Could you return all of the entries word for word, minus any pictures?
[[ DATA FOR PROCESSING open ]]
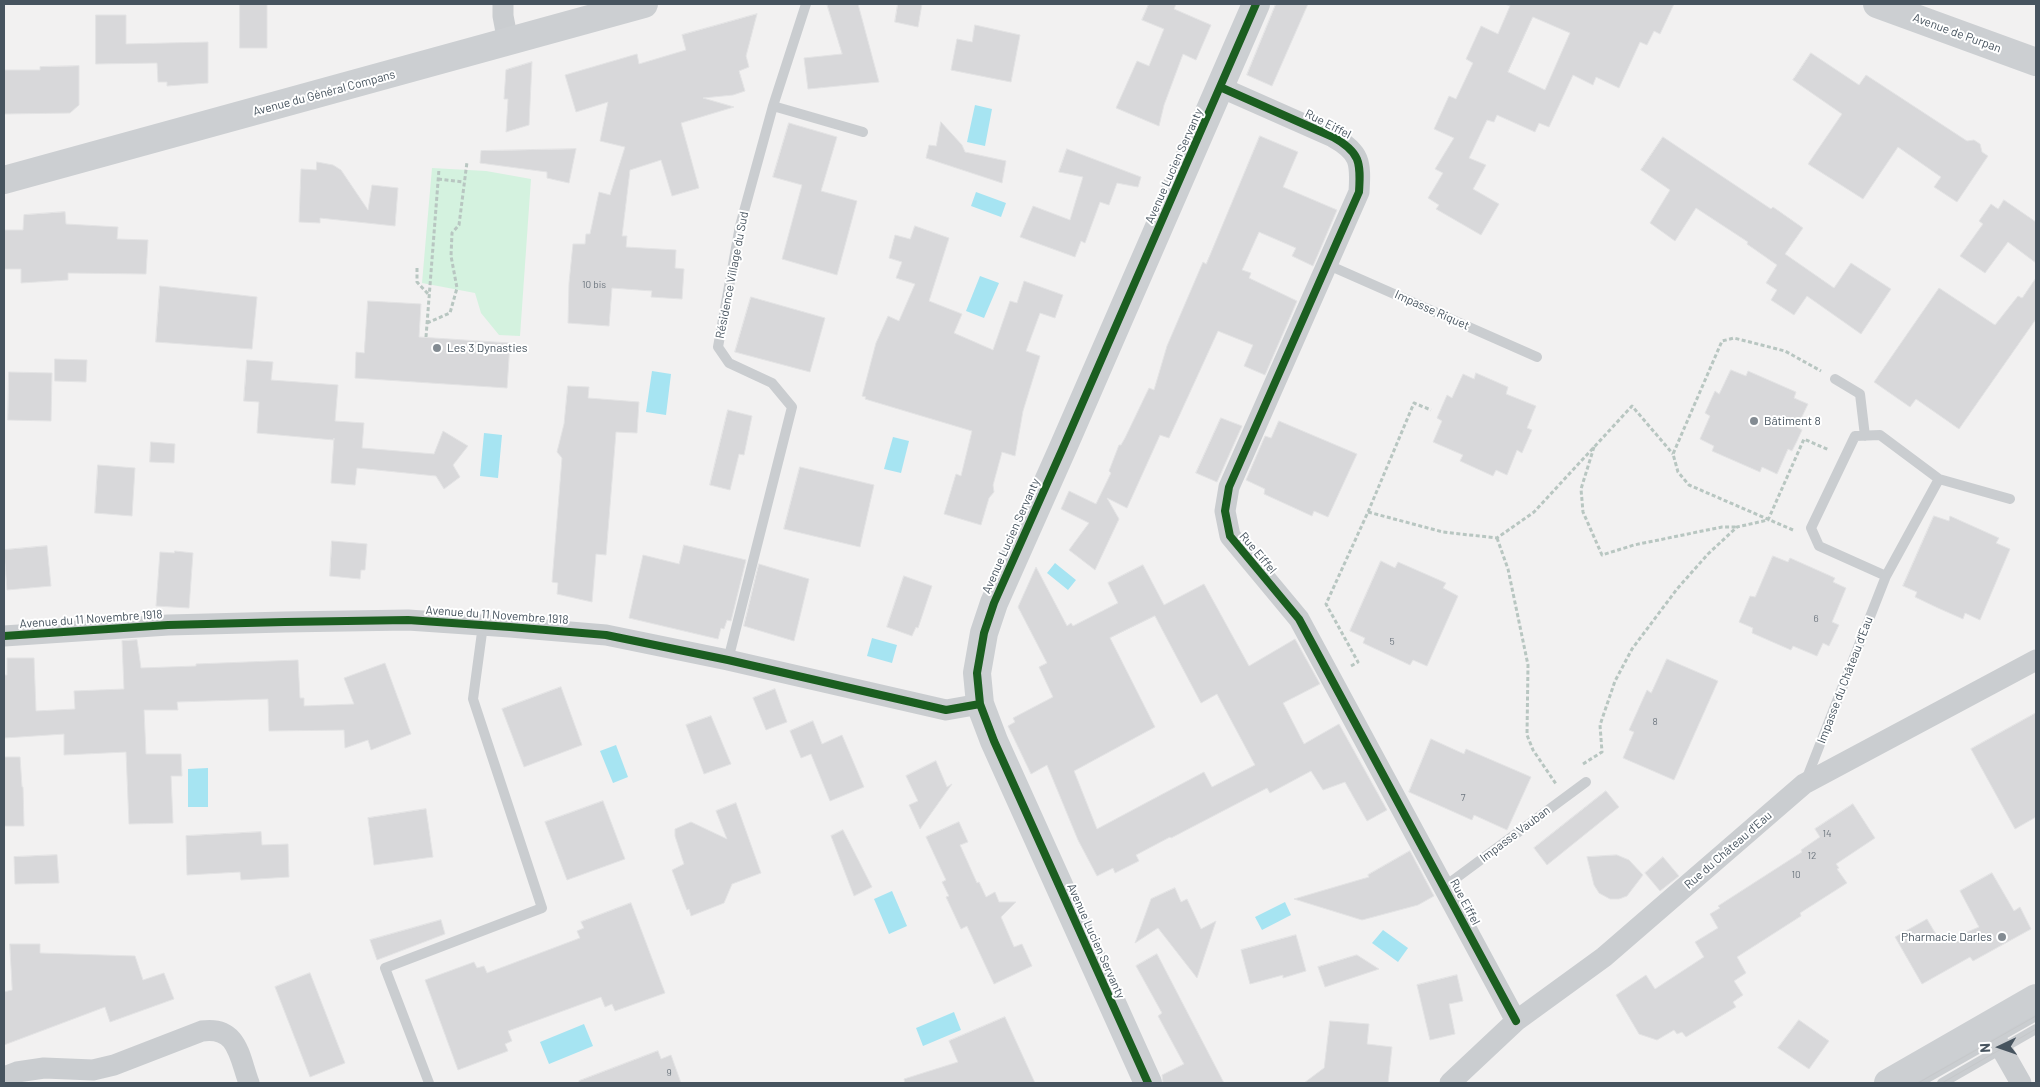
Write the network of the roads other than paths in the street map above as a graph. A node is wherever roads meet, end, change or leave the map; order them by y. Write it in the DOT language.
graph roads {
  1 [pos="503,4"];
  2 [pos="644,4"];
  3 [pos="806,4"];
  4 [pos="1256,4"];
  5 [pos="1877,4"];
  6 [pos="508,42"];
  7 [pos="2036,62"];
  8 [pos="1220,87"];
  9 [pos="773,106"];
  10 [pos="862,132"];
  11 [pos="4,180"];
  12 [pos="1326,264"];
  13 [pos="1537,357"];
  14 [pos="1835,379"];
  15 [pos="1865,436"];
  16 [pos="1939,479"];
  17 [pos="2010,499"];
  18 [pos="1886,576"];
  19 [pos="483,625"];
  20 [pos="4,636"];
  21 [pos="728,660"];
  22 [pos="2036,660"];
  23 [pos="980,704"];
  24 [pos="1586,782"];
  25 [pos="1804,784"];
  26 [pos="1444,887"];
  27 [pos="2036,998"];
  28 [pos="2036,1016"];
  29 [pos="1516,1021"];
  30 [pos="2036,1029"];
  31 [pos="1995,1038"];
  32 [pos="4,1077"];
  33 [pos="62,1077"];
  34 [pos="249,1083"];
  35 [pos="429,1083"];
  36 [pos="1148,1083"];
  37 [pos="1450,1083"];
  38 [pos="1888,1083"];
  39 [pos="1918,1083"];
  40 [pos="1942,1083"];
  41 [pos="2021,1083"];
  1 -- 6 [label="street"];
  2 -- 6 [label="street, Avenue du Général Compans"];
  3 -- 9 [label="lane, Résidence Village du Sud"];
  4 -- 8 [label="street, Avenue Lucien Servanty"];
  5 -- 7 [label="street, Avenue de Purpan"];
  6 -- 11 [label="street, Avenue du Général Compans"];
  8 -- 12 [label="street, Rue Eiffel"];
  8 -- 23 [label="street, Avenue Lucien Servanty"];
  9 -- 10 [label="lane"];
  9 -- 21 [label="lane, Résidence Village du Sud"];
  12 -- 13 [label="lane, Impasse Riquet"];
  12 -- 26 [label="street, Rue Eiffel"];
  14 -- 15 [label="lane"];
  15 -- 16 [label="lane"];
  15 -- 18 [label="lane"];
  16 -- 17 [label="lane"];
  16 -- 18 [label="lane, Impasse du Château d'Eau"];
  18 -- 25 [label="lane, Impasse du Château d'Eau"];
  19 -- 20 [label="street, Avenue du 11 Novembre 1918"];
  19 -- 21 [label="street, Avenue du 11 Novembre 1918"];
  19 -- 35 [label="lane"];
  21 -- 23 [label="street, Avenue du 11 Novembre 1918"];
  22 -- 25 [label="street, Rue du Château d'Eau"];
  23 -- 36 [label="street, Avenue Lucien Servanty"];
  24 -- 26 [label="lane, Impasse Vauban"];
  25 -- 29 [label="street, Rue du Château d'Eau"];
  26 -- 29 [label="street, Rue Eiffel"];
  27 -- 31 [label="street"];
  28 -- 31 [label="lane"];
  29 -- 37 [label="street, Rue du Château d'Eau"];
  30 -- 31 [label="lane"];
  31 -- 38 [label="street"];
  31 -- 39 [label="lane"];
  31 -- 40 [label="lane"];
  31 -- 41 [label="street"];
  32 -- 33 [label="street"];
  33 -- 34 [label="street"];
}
[[ DATA FOR PROCESSING closed ]]
### WRITTEN ANSWER:
Write the network of the roads other than paths in the street map above as a graph. A node is wherever roads meet, end, change or leave the map; order them by y. Write it in the DOT language.
graph roads {
  1 [pos="503,4"];
  2 [pos="644,4"];
  3 [pos="806,4"];
  4 [pos="1256,4"];
  5 [pos="1877,4"];
  6 [pos="508,42"];
  7 [pos="2036,62"];
  8 [pos="1220,87"];
  9 [pos="773,106"];
  10 [pos="862,132"];
  11 [pos="4,180"];
  12 [pos="1326,264"];
  13 [pos="1537,357"];
  14 [pos="1835,379"];
  15 [pos="1865,436"];
  16 [pos="1939,479"];
  17 [pos="2010,499"];
  18 [pos="1886,576"];
  19 [pos="483,625"];
  20 [pos="4,636"];
  21 [pos="728,660"];
  22 [pos="2036,660"];
  23 [pos="980,704"];
  24 [pos="1586,782"];
  25 [pos="1804,784"];
  26 [pos="1444,887"];
  27 [pos="2036,998"];
  28 [pos="2036,1016"];
  29 [pos="1516,1021"];
  30 [pos="2036,1029"];
  31 [pos="1995,1038"];
  32 [pos="4,1077"];
  33 [pos="62,1077"];
  34 [pos="249,1083"];
  35 [pos="429,1083"];
  36 [pos="1148,1083"];
  37 [pos="1450,1083"];
  38 [pos="1888,1083"];
  39 [pos="1918,1083"];
  40 [pos="1942,1083"];
  41 [pos="2021,1083"];
  1 -- 6 [label="street"];
  2 -- 6 [label="street, Avenue du Général Compans"];
  3 -- 9 [label="lane, Résidence Village du Sud"];
  4 -- 8 [label="street, Avenue Lucien Servanty"];
  5 -- 7 [label="street, Avenue de Purpan"];
  6 -- 11 [label="street, Avenue du Général Compans"];
  8 -- 12 [label="street, Rue Eiffel"];
  8 -- 23 [label="street, Avenue Lucien Servanty"];
  9 -- 10 [label="lane"];
  9 -- 21 [label="lane, Résidence Village du Sud"];
  12 -- 13 [label="lane, Impasse Riquet"];
  12 -- 26 [label="street, Rue Eiffel"];
  14 -- 15 [label="lane"];
  15 -- 16 [label="lane"];
  15 -- 18 [label="lane"];
  16 -- 17 [label="lane"];
  16 -- 18 [label="lane, Impasse du Château d'Eau"];
  18 -- 25 [label="lane, Impasse du Château d'Eau"];
  19 -- 20 [label="street, Avenue du 11 Novembre 1918"];
  19 -- 21 [label="street, Avenue du 11 Novembre 1918"];
  19 -- 35 [label="lane"];
  21 -- 23 [label="street, Avenue du 11 Novembre 1918"];
  22 -- 25 [label="street, Rue du Château d'Eau"];
  23 -- 36 [label="street, Avenue Lucien Servanty"];
  24 -- 26 [label="lane, Impasse Vauban"];
  25 -- 29 [label="street, Rue du Château d'Eau"];
  26 -- 29 [label="street, Rue Eiffel"];
  27 -- 31 [label="street"];
  28 -- 31 [label="lane"];
  29 -- 37 [label="street, Rue du Château d'Eau"];
  30 -- 31 [label="lane"];
  31 -- 38 [label="street"];
  31 -- 39 [label="lane"];
  31 -- 40 [label="lane"];
  31 -- 41 [label="street"];
  32 -- 33 [label="street"];
  33 -- 34 [label="street"];
}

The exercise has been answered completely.